Sure enough, eventually an opportunity has presented itself. Well, two opportunities but more of the other elsewhere later, but in this instance – deadlocks, specifically regular and numerous deadlocks caused by regular and numerous jobs, jobs which should have been non-conflicting.

However, dear reader, I shall spoil the surprise by revealing that these deadlocks were caused by unindexed foreign keys – more detail further down. It’s an old problem that’s been around for a long time, but it still happens (although, granted, more often than not in the databases that I see these days, this tends not to be a problem because people haven’t bothered with any sort of constraint in their database, but that’s a rant for another day).

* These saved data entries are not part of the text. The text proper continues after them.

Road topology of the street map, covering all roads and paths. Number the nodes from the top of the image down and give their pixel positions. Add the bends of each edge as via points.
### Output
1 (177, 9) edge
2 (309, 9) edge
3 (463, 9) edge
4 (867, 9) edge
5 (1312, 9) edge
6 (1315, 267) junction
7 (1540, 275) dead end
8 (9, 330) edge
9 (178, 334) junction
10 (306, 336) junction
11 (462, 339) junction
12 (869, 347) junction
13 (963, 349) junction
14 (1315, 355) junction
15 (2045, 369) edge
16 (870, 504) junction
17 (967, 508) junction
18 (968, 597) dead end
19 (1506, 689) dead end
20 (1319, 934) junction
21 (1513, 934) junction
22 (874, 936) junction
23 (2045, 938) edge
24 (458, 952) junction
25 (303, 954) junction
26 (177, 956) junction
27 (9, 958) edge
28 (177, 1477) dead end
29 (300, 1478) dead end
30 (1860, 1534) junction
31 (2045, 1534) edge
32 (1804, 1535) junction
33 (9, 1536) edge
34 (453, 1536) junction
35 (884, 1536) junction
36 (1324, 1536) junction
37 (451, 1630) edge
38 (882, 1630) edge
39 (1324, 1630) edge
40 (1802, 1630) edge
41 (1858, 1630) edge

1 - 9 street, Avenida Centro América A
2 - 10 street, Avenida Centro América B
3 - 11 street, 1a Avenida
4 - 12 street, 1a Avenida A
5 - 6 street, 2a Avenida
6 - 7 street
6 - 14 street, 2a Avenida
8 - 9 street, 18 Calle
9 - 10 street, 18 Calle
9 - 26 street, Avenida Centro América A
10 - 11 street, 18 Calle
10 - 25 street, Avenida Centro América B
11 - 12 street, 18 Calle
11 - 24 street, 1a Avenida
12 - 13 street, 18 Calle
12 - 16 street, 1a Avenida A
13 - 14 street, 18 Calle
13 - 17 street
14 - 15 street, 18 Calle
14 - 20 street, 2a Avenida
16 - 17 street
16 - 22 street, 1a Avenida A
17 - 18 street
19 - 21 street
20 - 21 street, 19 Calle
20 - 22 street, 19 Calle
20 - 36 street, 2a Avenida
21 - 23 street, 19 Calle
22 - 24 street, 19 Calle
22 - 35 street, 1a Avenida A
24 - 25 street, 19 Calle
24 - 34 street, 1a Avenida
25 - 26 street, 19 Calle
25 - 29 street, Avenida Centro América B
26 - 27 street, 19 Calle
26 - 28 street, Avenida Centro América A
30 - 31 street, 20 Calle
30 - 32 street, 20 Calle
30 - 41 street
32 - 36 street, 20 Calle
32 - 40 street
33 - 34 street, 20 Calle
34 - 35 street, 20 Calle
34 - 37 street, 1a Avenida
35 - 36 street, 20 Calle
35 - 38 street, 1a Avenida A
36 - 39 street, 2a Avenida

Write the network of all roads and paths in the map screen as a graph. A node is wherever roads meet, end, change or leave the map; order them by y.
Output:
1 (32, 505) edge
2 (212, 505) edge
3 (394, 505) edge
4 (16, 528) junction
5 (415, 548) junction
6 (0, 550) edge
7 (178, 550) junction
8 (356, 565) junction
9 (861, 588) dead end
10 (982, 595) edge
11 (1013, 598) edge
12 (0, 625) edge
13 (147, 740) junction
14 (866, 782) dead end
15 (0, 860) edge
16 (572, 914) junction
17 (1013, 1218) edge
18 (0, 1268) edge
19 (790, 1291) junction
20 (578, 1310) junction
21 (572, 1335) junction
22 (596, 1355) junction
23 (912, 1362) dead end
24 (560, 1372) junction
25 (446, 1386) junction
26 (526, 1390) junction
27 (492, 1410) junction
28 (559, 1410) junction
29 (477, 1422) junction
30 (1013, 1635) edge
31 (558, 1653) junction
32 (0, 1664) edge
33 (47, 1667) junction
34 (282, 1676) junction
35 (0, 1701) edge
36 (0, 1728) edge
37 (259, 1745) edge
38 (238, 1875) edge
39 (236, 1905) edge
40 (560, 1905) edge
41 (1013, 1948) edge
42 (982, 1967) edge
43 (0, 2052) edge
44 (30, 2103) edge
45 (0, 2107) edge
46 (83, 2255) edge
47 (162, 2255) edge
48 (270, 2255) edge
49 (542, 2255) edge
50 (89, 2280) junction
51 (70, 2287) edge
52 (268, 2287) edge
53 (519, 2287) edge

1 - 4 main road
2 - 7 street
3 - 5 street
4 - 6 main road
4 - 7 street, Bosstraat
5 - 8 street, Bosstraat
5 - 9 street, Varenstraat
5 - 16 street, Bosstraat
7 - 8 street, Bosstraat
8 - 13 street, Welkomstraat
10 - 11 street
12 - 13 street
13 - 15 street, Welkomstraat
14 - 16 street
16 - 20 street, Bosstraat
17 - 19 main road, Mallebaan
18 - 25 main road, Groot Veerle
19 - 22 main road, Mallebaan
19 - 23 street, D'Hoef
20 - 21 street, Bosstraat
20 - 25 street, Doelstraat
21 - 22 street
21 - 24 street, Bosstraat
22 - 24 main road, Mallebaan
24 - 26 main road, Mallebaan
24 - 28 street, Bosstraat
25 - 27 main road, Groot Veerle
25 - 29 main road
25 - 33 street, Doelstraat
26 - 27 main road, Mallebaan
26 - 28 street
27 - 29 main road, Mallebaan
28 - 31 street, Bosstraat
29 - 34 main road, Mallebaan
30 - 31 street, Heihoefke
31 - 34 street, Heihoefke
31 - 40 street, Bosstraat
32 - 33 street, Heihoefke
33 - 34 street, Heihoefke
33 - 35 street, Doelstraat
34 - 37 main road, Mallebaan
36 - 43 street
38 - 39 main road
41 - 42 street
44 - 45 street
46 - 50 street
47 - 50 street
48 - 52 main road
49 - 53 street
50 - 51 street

I’m reluctant to admit it for fear of being shot down by the BAAG police 😉 , but at the time of my proclaimation that unindexed foreign keys was the issue, it was a hunch, a gut feeling backed by a decade of experience and the briefest of brief glances at the resulting trace file from the deadlock (is it just me or is there a blurred line between a guess and a hunch / gutfeeling / shortcut that experience suggests?) . Fortunately, a longer look at the trace file backed me up and the subsequent indexing of the columns in the foreign keys was a massive success.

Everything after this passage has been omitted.